/ 19 February 2015

Heyneke Meyer will be a winner if he gets his mind over matter

Heyneke Meyer Will Be A Winner If He Gets His Mind Over Matter

As we brace ourselves for another marathon edition of a tired Super Rugby tournament, rugby fans can take solace in the fact that this year there is a World Cup around the corner.

With every other year providing bloated and routine fare, the World Cup, like that other quadrennial spectacle, the British and Irish Lions’ tour, remains the one still point of glamour in a sport trying its best to catch up with cricket in wilful self-destruction.

Although many rugby pundits bemoan the fact that the World Cup sucks up all the oxygen of the sport, the inverse is true. With the demise of traditional tours and the incessant tournaments played by South African teams, it is ultimately the Webb Ellis Cup, shimmering in the background, that lends the game true spectacle.

For this reason, this year’s Super Rugby has added interest as players do battle not only for their franchise but equally to be noticed by the Bok coach, Heyneke Meyer.

If the players are enthused by the global showpiece, surely so too is Meyer. The World Cup represents Meyer’s last chance of leaving a real legacy as Bok coach.

Greatly exaggerated
With no silverware, and one solitary victory against the old foe, the All Blacks, reports of Meyer’s success have been greatly exaggerated.

In 2014 the media and the Bok management often liked to boast of Meyer having the second-best (now the third after last year’s European tour) winning ratio since readmission in 1992, but the reality is, if the Rugby Championship had not, in 2012, added fixtures against Argentina at the expense of fixtures against Australia and New Zealand, his win record would probably be mediocre.

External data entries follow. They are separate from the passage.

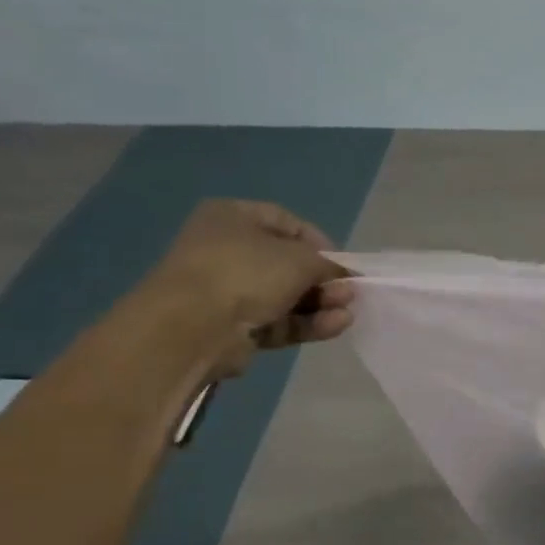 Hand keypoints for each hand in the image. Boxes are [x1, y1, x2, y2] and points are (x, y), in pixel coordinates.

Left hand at [141, 200, 354, 376]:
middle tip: (349, 291)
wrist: (194, 327)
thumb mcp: (299, 258)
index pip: (286, 222)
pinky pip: (280, 321)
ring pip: (286, 296)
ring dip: (321, 303)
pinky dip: (308, 323)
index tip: (342, 262)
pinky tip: (336, 326)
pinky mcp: (236, 327)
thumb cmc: (246, 273)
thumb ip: (328, 264)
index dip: (319, 241)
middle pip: (288, 263)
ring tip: (348, 312)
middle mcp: (228, 250)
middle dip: (323, 279)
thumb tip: (344, 276)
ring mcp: (230, 291)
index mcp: (233, 217) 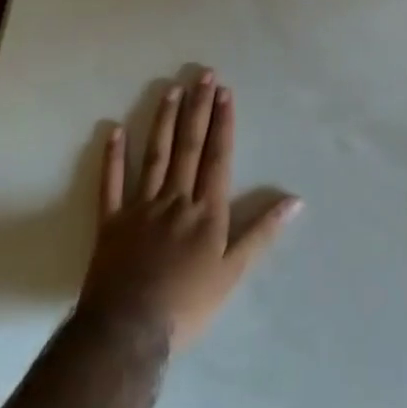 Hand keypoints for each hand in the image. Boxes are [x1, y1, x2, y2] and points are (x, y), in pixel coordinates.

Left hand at [80, 71, 301, 351]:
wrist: (127, 332)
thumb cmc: (187, 305)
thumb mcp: (233, 273)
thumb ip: (262, 233)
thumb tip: (295, 201)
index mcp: (206, 210)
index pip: (217, 157)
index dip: (222, 123)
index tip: (224, 92)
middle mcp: (175, 199)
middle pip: (188, 146)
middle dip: (198, 109)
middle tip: (203, 75)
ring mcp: (140, 207)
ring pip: (154, 155)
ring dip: (164, 121)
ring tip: (171, 90)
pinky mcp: (111, 222)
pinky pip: (111, 184)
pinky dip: (113, 157)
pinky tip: (114, 131)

The good news for him is that, as Jake White realised, everything will be forgotten and forgiven if he steers the Boks to a World Cup victory in England later this year. To do that, he will, first and foremost, need a large dose of luck.

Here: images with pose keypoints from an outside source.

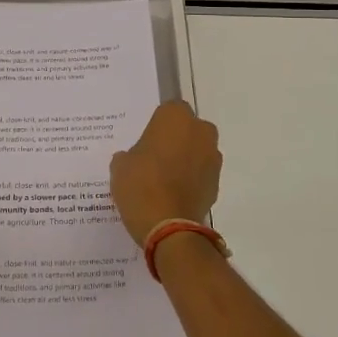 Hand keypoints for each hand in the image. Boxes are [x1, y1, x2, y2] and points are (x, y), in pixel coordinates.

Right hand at [110, 101, 221, 247]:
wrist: (169, 227)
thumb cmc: (141, 185)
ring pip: (197, 150)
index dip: (157, 125)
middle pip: (187, 128)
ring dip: (185, 159)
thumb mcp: (120, 166)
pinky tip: (173, 194)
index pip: (168, 110)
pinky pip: (201, 173)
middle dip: (175, 139)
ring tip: (163, 180)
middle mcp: (200, 130)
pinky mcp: (217, 182)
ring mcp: (213, 157)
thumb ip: (129, 155)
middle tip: (153, 158)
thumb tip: (135, 159)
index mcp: (175, 117)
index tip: (145, 141)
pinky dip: (191, 179)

The Boks have won both their World Cups with help from referees missing such things as Abdelatif Benazzi’s apparent try against us in the 1995 semifinal, or Frédéric Michalak’s forward pass that helped knock the All Blacks out early in 2007.

But luck only gets you so far. You can’t win the tournament on it alone. Meyer, on evidence of last year’s results, has some serious work to do.

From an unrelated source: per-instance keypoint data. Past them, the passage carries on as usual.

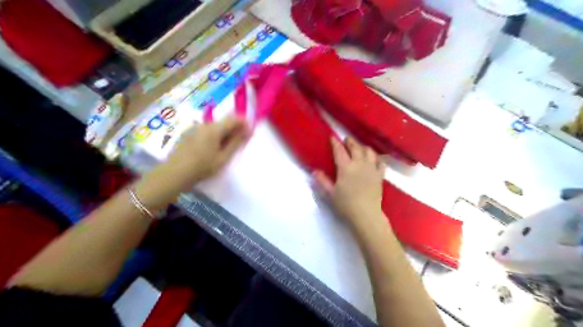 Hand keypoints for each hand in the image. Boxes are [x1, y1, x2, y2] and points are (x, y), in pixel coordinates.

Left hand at [139, 117, 251, 207]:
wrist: (174, 173)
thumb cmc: (202, 167)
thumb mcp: (223, 157)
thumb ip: (236, 143)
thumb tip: (247, 131)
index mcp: (214, 129)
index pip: (233, 119)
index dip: (244, 122)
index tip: (250, 131)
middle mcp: (204, 124)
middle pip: (223, 121)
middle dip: (234, 128)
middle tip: (240, 140)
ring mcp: (194, 128)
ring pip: (214, 126)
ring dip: (224, 132)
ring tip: (226, 146)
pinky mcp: (188, 133)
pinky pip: (206, 130)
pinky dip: (214, 135)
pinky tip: (212, 148)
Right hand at [315, 137, 385, 231]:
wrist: (366, 214)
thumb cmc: (346, 204)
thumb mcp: (330, 193)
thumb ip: (323, 181)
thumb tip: (315, 171)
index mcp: (346, 167)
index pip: (339, 151)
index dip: (335, 143)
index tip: (332, 137)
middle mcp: (359, 164)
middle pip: (356, 147)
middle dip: (351, 142)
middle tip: (347, 140)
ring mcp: (371, 169)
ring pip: (369, 152)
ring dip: (364, 147)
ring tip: (360, 148)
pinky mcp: (380, 175)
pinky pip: (380, 162)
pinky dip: (377, 158)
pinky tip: (374, 159)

Most importantly, one gets the impression that Meyer needs to find a sense of calm. No matter what he does, or who he selects, the reality of world rugby is that the Boks arrive at every tournament with a chance of winning it. The crucial thing is whether your team arrives believing they are winners. It is that belief that gets a team over the line in the crucial final five minutes of a close test match.

Mental performance
The biggest threat is a manic fear of losing – something that Meyer, judging by his contortions in the coaches’ box, is prone to. It is therefore telling that Meyer has added Professor Pieter Kruger to his management team, a world-renowned specialist in mental performance. But, as the head man, Meyer is also going to have to buy into this.

When Kitch Christie took the Boks to their 1995 dream, he refused to get excited about the Boks’ historic victory over Australia in the 1995 tournament’s opening match, and equally refused to get upset about the subsequent shockers against minnows Romania and Canada. Famously, he barely mentioned Jonah Lomu in his team planning before the final against the All Blacks.

Meyer needs a dose of that medicine. And it begins with selection. Who is his first choice fly half? Is he really going to pick Willie le Roux at fullback in a knockout match? Can he afford to keep indulging his affinity for Coenie Oosthuizen? Will the Boks fall apart if he is unable to pick Jean de Villiers or Fourie du Preez, players he has invested with a kind of aura?

There is perhaps not time enough to deal with the predictability of our dependence on box kicks, line-out mauls, and frontal one-off runners. But that hardly matters. In a World Cup, all pattern collapses under pressure. Collective temperament is everything.

If the right players are on the park, and the coaching team has gifted them with belief and simplicity, the Cup is for the taking. For us to win, Meyer needs to find his answers, and a zen-like calm, as he watches Super Rugby this year. It’s up to him.